-- Problem to solve --
Please copy each line of the listing below precisely, excluding the images.

-- Data shown --
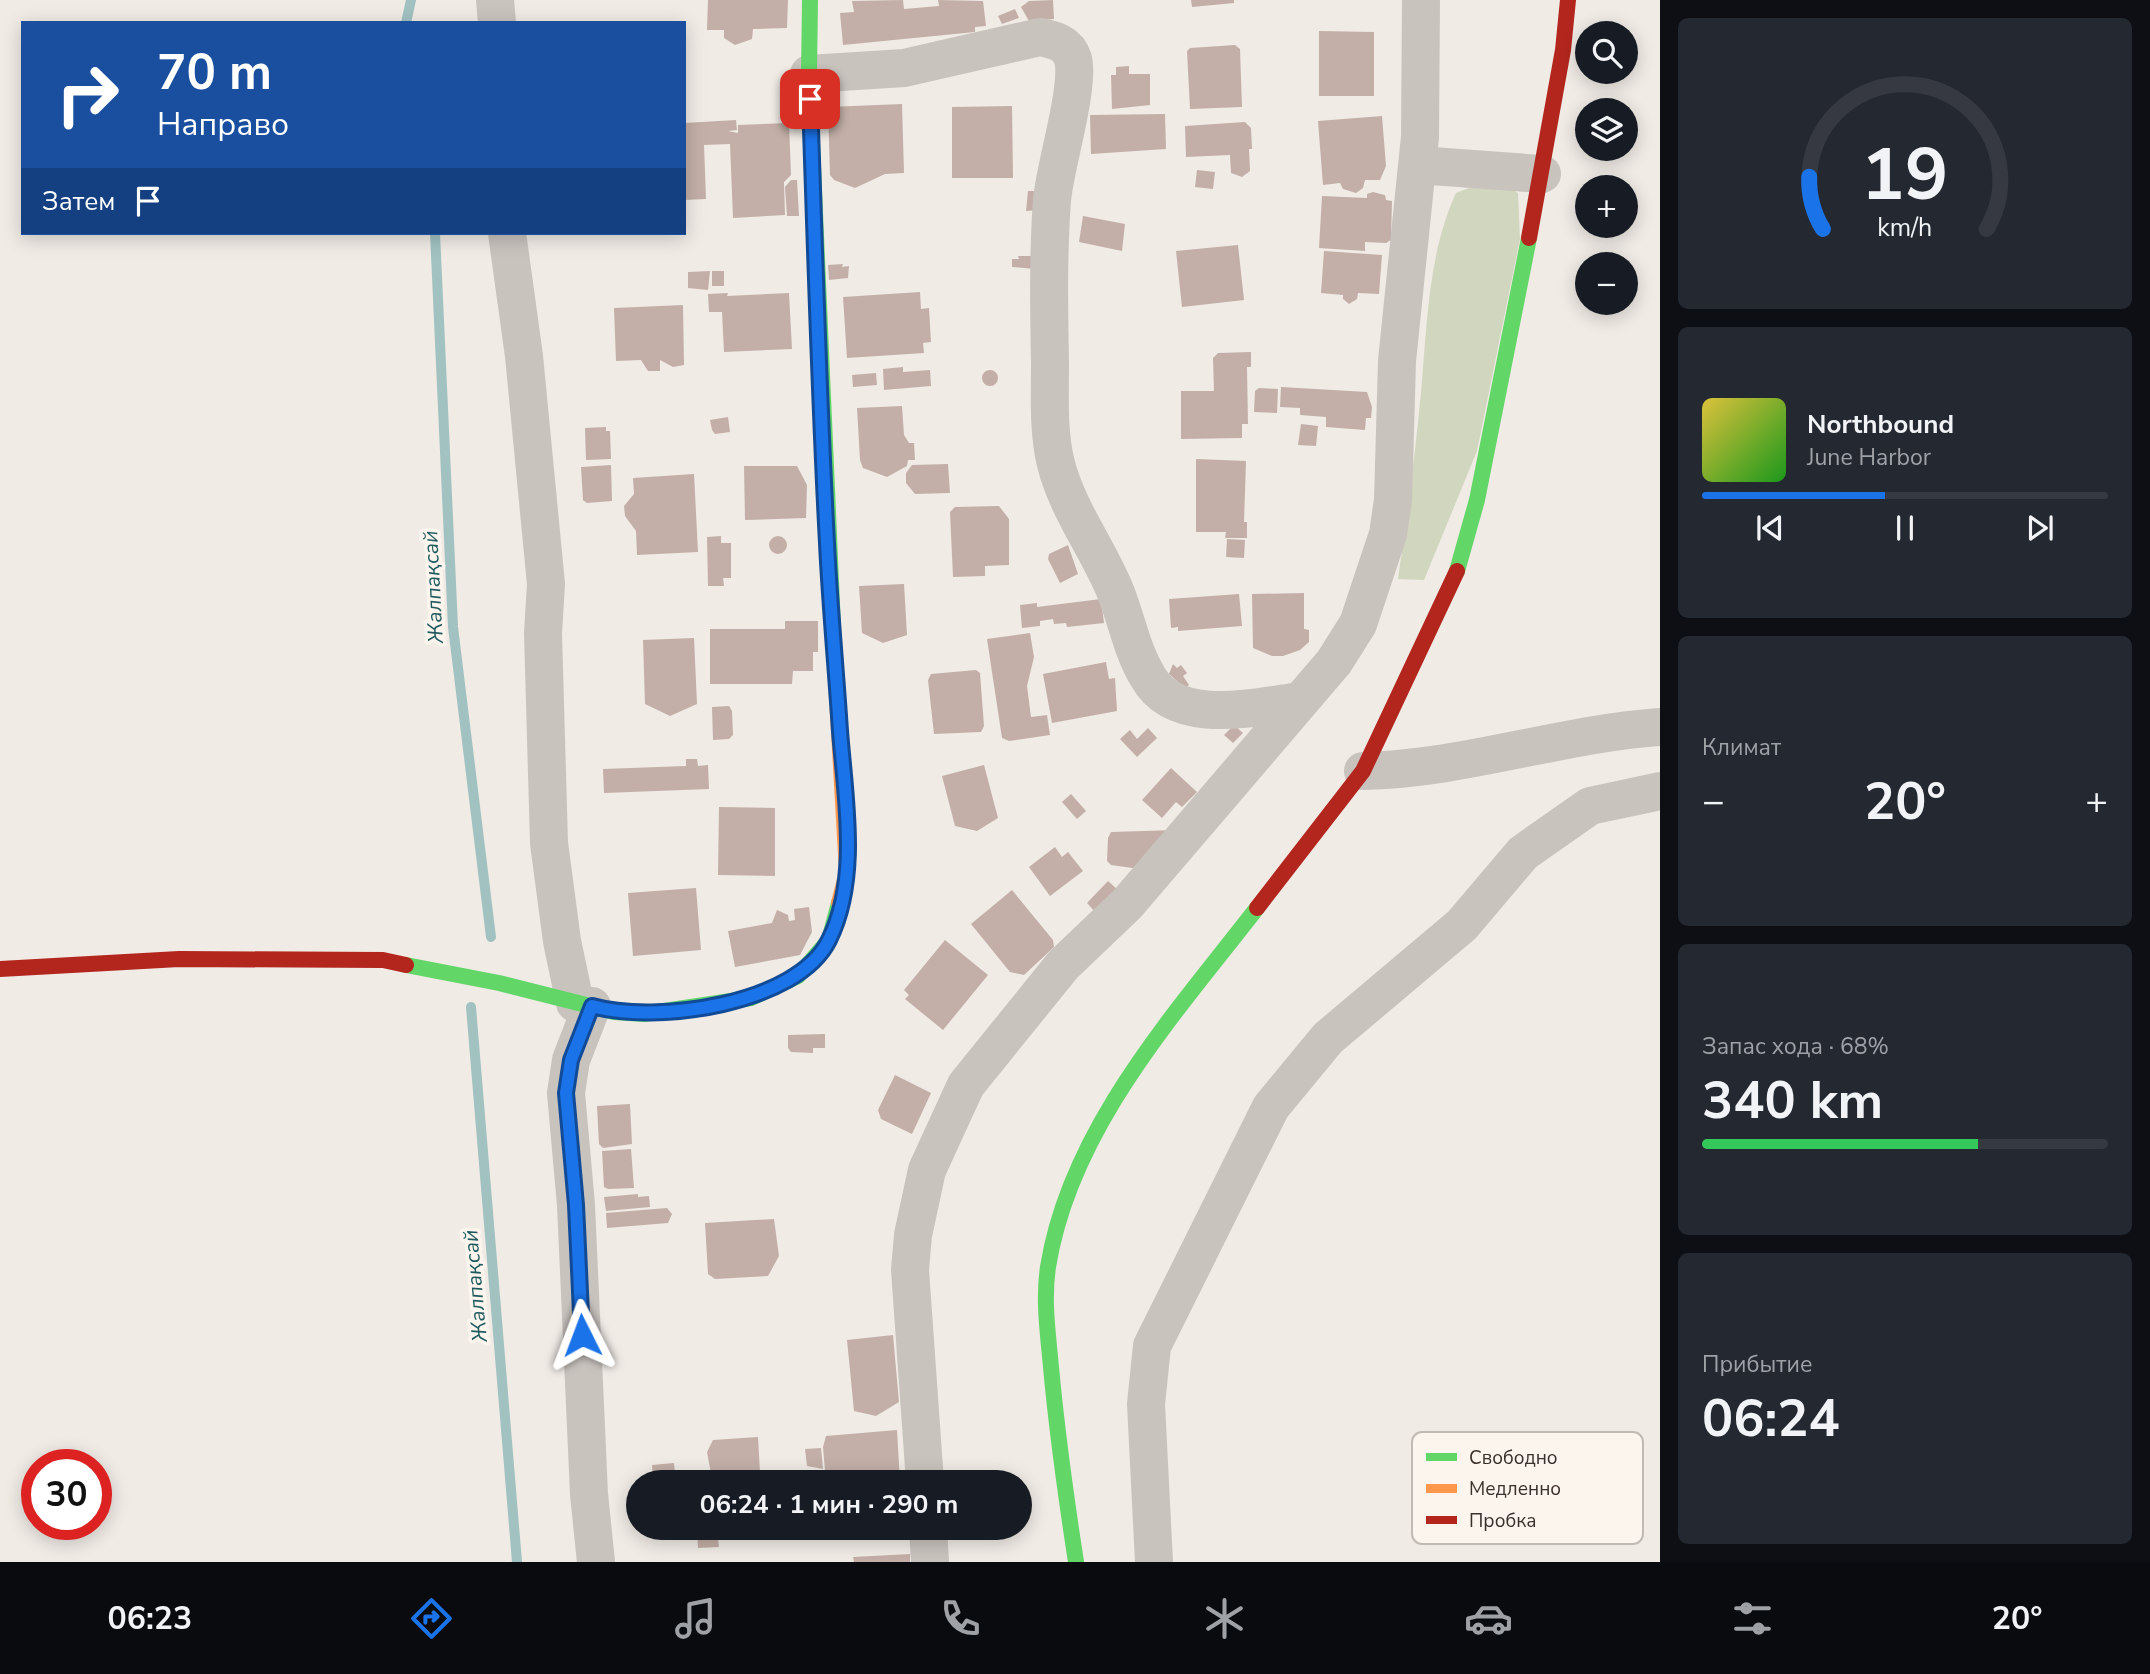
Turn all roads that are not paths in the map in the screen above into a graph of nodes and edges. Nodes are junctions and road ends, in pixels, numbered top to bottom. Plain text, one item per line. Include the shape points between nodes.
1 (495, 0) edge
2 (810, 0) edge
3 (1421, 0) edge
4 (1568, 0) edge
5 (497, 21) edge
6 (809, 74) junction
7 (1418, 165) junction
8 (1542, 174) junction
9 (507, 235) edge
10 (1300, 701) junction
11 (1660, 727) edge
12 (1363, 771) junction
13 (1660, 791) edge
14 (0, 969) edge
15 (584, 1005) junction
16 (924, 1470) edge
17 (929, 1540) edge
18 (596, 1562) edge
19 (930, 1562) edge
20 (1076, 1562) edge
21 (1154, 1562) edge

1 - 5 street
2 - 6 street
3 - 7 street
4 - 8 street
6 - 10 street via 904,68 1040,37 1057,40 1069,50 1074,72 1053,197 1049,264 1050,400 1056,464 1083,531 1115,592 1133,647 1159,692 1168,699 1207,709
6 - 15 street via 827,544 845,805 847,872 839,910 829,940 798,976 751,998 644,1014
7 - 8 street
7 - 10 street via 1397,361 1388,534 1359,624
8 - 12 street via 1477,500 1457,570
9 - 15 street via 545,572 549,843 562,942
10 - 16 street via 1127,904 1063,965 966,1084 940,1135 924,1180 910,1270
11 - 12 street via 1615,730 1403,771
12 - 20 street via 1144,1055 1109,1108 1062,1208 1048,1268 1046,1315 1057,1438
13 - 21 street via 1590,806 1523,853 1462,925 1328,1038 1271,1107 1152,1346 1146,1404
14 - 15 street via 179,959 383,960
15 - 18 street via 566,1093
17 - 19 street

-- Result of this task --
Turn all roads that are not paths in the map in the screen above into a graph of nodes and edges. Nodes are junctions and road ends, in pixels, numbered top to bottom. Plain text, one item per line. Include the shape points between nodes.
1 (495, 0) edge
2 (810, 0) edge
3 (1421, 0) edge
4 (1568, 0) edge
5 (497, 21) edge
6 (809, 74) junction
7 (1418, 165) junction
8 (1542, 174) junction
9 (507, 235) edge
10 (1300, 701) junction
11 (1660, 727) edge
12 (1363, 771) junction
13 (1660, 791) edge
14 (0, 969) edge
15 (584, 1005) junction
16 (924, 1470) edge
17 (929, 1540) edge
18 (596, 1562) edge
19 (930, 1562) edge
20 (1076, 1562) edge
21 (1154, 1562) edge

1 - 5 street
2 - 6 street
3 - 7 street
4 - 8 street
6 - 10 street via 904,68 1040,37 1057,40 1069,50 1074,72 1053,197 1049,264 1050,400 1056,464 1083,531 1115,592 1133,647 1159,692 1168,699 1207,709
6 - 15 street via 827,544 845,805 847,872 839,910 829,940 798,976 751,998 644,1014
7 - 8 street
7 - 10 street via 1397,361 1388,534 1359,624
8 - 12 street via 1477,500 1457,570
9 - 15 street via 545,572 549,843 562,942
10 - 16 street via 1127,904 1063,965 966,1084 940,1135 924,1180 910,1270
11 - 12 street via 1615,730 1403,771
12 - 20 street via 1144,1055 1109,1108 1062,1208 1048,1268 1046,1315 1057,1438
13 - 21 street via 1590,806 1523,853 1462,925 1328,1038 1271,1107 1152,1346 1146,1404
14 - 15 street via 179,959 383,960
15 - 18 street via 566,1093
17 - 19 street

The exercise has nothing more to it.